Monday, April 16, 2018

Picture Book Monday with a review of Make the Earth your companion

On April 22 we Americans celebrate Earth Day Back when I was working in the environmental movement in Washington, D.C. it was a day full of festivals, conferences, speeches, and other events. These days I don't get involved in a lot of hoopla, but instead I tend to go out into nature to remind myself what the hoopla is all in aid of. All year round I do as much as I can to tend to our precious planet, and on Earth Day, I celebrate the marvelous place that it is.

Today I bring you a picture book that ties into this sense of celebration. The words in this book will remind readers that our planet is beautiful place, and it is also a great teacher.

J. Patrick Lewis
Illustrated by Anna and Elena Balbusso
Picture Book
For ages 5 and up
Creative Editions, 2017, 978-1-56846-269-1
For the most part we humans do not have a healthy relationship with the Earth. We like to dominate it. We use and abuse it. We do not listen and learn from it, even though we should. The Earth has much to teach us and if we make it our “companion,” and if we “we walk lightly on it, as other creatures do,” it has so much wisdom to share with us.
   One of the things we will learn, if we try, is that the sky will always be there above watching over us, and the sea will teach us how to face adversity with courage. A river will show us that nothing stays the same, and that hard times will drift away in time. A lake will teach us how to be still and quiet, and a mountain will show us what true “grandeur” is. A woodland will offer us peace, and a rainforest will be our “canopy of hope.”
   In this book J. Patrick Lewis’ words, and the art created by Balbusso sisters, show us to great effect what a remarkable teacher the Earth is. The message this book’s creators share with us is a rich and powerful one, and it will resonate with readers of all ages. This is a book to treasure, savor, and share.



Friday, March 30, 2018

Poetry Friday with a review of Songs and Verse by Roald Dahl.

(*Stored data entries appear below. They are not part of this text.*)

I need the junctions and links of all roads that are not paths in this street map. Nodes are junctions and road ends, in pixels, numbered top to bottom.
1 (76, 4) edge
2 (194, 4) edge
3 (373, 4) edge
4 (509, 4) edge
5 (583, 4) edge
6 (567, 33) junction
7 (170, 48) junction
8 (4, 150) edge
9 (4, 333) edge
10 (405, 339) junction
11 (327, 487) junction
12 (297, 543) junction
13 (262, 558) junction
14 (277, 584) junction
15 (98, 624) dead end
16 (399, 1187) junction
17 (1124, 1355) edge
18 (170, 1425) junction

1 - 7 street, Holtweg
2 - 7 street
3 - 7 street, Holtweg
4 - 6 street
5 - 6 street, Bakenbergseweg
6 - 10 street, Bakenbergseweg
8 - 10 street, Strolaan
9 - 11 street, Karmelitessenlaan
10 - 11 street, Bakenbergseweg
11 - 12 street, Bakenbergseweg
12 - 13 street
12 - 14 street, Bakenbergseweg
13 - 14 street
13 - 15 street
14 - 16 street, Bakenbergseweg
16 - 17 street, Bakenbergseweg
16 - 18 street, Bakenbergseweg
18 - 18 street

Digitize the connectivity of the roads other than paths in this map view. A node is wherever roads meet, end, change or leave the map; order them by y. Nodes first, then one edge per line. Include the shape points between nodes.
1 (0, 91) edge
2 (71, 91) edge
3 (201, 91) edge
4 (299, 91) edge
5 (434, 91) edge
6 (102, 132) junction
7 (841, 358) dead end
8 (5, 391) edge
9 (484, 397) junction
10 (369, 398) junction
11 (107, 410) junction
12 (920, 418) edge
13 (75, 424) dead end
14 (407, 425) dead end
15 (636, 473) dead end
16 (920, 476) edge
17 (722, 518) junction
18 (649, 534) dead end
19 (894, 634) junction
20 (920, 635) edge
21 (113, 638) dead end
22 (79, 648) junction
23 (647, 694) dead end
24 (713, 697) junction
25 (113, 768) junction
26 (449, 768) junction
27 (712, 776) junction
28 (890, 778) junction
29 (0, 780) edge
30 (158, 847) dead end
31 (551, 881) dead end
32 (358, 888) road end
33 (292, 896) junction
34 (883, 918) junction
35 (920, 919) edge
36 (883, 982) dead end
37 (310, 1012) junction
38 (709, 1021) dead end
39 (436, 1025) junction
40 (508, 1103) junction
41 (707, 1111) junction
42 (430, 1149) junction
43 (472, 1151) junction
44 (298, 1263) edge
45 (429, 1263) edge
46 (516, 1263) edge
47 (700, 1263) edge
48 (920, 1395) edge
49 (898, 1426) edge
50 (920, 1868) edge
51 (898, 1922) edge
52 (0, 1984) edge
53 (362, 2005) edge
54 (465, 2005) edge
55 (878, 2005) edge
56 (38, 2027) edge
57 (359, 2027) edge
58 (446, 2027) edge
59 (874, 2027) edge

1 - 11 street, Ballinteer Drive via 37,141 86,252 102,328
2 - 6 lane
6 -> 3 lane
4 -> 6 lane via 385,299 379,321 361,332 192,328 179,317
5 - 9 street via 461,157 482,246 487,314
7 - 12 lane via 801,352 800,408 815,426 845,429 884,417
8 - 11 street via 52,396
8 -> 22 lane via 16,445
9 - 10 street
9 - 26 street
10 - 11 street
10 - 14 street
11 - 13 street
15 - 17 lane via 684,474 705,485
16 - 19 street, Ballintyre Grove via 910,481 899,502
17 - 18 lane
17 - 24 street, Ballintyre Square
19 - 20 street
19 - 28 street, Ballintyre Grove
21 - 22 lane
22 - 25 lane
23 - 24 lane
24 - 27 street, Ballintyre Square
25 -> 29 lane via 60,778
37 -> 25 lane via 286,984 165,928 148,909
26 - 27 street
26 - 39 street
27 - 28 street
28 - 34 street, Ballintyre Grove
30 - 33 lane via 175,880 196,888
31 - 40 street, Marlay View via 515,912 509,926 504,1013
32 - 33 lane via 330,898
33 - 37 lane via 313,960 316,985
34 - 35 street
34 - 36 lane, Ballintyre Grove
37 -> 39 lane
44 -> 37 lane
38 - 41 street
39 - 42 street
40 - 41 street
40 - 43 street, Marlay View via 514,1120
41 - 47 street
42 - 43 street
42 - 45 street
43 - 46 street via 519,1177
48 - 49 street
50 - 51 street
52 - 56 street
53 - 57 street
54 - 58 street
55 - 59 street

There is no doubt that Roald Dahl is one of the master craftsmen in the children's book world. He wrote wonderful stories like Matilda, Charlie and the Chocolate Factory, and The BFG, and he also wrote dozens and dozens of wonderful poems. Today I bring you a poetry title that contains poems from his story books and also poems from his poetry collections. Beautifully illustrated throughout, this is a wonderful book to share with children.

Songs and VerseSongs and Verse 
Roald Dahl
Illustrated by Quentin Blake and other illustrators
Poetry
For ages 6 to 8
Puffin UK, 2016, 978-0141369235
Roald Dahl has been delighting children with his unique stories since his first books came out in the early sixties. Many of his tales include hilarious songs and sections of poetry that appeal to young readers enormously because of their outrageous content and clever use of language. Dahl also wrote three poetry collections in the 1980’s: Revolting Rhymes, Dirty Beasts, and Rhyme Stew.
   In this superb collection many of the wonderful songs and snatches of verse from the story books, as well as excerpts from the poetry books, have been brought together. Better still, renowned illustrators from all over the world have illustrated the poems and songs. Readers will get to see the art of Chris Wormell, Chris Riddell, Joel Stewart, Babette Cole, Axel Scheffler, Lauren Child, Alexis Deacon, and others. Quentin Blake, who illustrated so many of Roald Dahl’s books, has created some charming drawings for this book as well.
   Divided into sections by subject matter - “Unlikely Creatures,” “Poisonous Possibilities,” and so on – this is a collection that Roald Dahl fans will love to dip into. Within its pages they will find the songs of the Oompa-Loompas, and the Centipede’s song from James and the Giant Peach. At the other end of the spectrum they will find the terrifying words from “Down With Children” from the book The Witches.
   All in all this is a marvelous book, which truly celebrates Roald Dahl’s gift for creating poetry that children enjoy and want to read.